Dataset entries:

"""

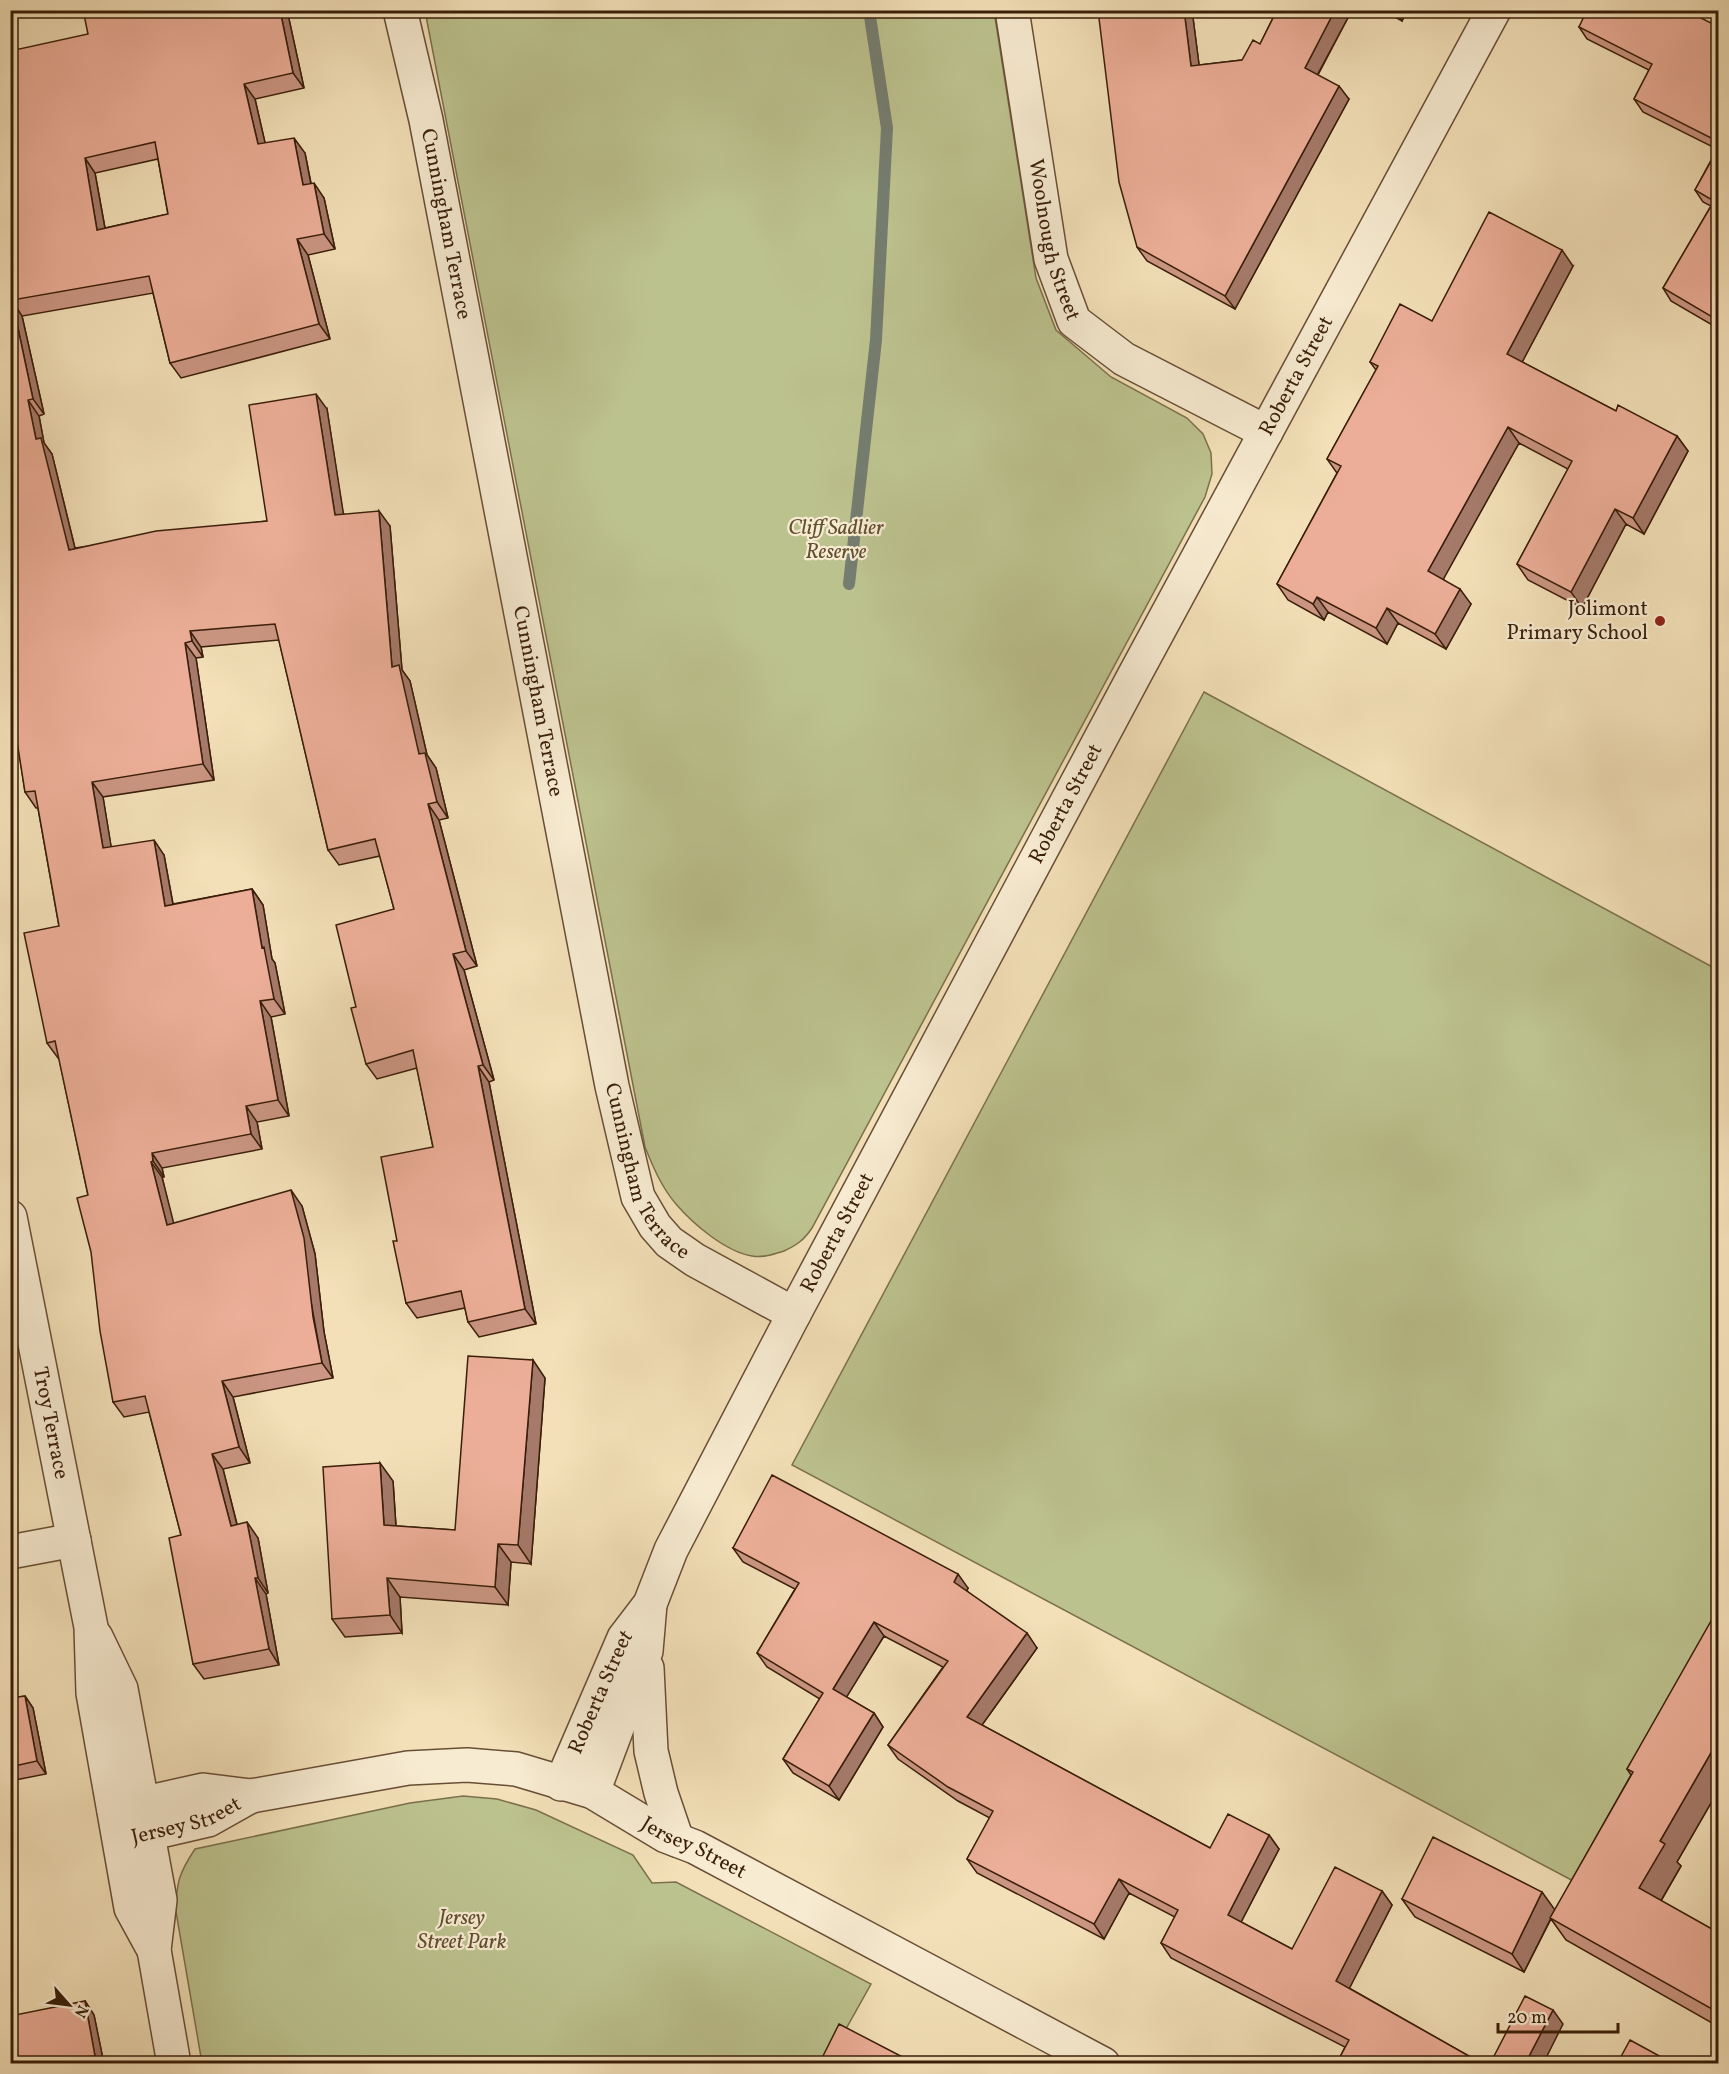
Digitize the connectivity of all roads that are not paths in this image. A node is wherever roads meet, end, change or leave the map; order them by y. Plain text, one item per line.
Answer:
1 (400, 10) edge
2 (1012, 10) edge
3 (1494, 10) edge
4 (1266, 432) junction
5 (10, 1217) edge
6 (794, 1314) junction
7 (74, 1540) junction
8 (10, 1551) edge
9 (650, 1604) junction
10 (646, 1651) junction
11 (561, 1784) junction
12 (593, 1792) junction
13 (131, 1822) junction
14 (677, 1840) junction
15 (174, 2064) edge
16 (1103, 2064) edge

1 - 6 street, Cunningham Terrace
2 - 4 street, Woolnough Street
3 - 4 street, Roberta Street
4 - 6 street, Roberta Street
5 - 7 street, Troy Terrace
6 - 9 street, Roberta Street
7 - 8 street
7 - 13 street, Troy Terrace
9 - 10 street, Roberta Street
9 - 11 street, Roberta Street
10 - 12 street, Roberta Street
10 - 14 street
11 - 12 street, Jersey Street
11 - 13 street, Jersey Street
12 - 14 street, Jersey Street
13 - 15 street, Troy Terrace
14 - 16 street, Jersey Street

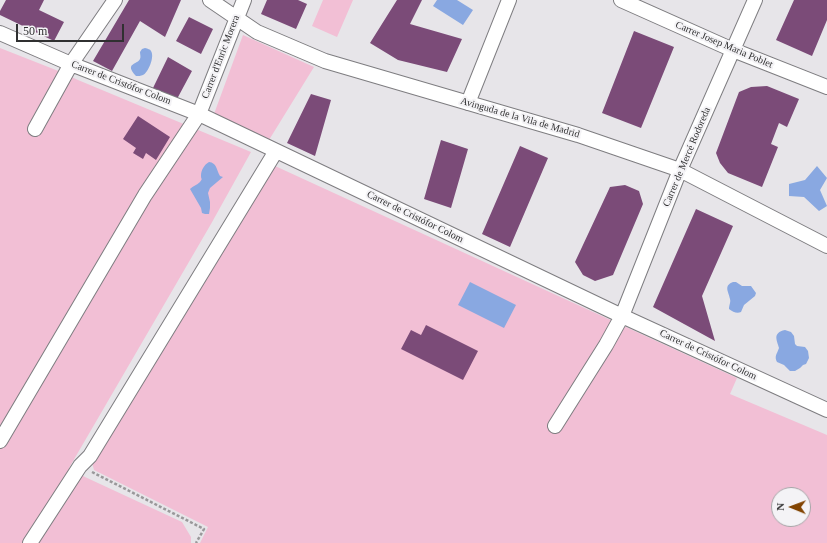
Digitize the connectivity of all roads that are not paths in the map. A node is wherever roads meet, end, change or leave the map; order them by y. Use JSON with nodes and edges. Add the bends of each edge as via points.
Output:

"""

The task calls for all records to be set down precisely, excluding any images.

Digitize the connectivity of all roads that are not paths in this image. A node is wherever roads meet, end, change or leave the map; order them by y. Plain text, one item per line.
Answer:
1 (400, 10) edge
2 (1012, 10) edge
3 (1494, 10) edge
4 (1266, 432) junction
5 (10, 1217) edge
6 (794, 1314) junction
7 (74, 1540) junction
8 (10, 1551) edge
9 (650, 1604) junction
10 (646, 1651) junction
11 (561, 1784) junction
12 (593, 1792) junction
13 (131, 1822) junction
14 (677, 1840) junction
15 (174, 2064) edge
16 (1103, 2064) edge

1 - 6 street, Cunningham Terrace
2 - 4 street, Woolnough Street
3 - 4 street, Roberta Street
4 - 6 street, Roberta Street
5 - 7 street, Troy Terrace
6 - 9 street, Roberta Street
7 - 8 street
7 - 13 street, Troy Terrace
9 - 10 street, Roberta Street
9 - 11 street, Roberta Street
10 - 12 street, Roberta Street
10 - 14 street
11 - 12 street, Jersey Street
11 - 13 street, Jersey Street
12 - 14 street, Jersey Street
13 - 15 street, Troy Terrace
14 - 16 street, Jersey Street

Digitize the connectivity of all roads that are not paths in the map. A node is wherever roads meet, end, change or leave the map; order them by y. Use JSON with nodes and edges. Add the bends of each edge as via points.
Output:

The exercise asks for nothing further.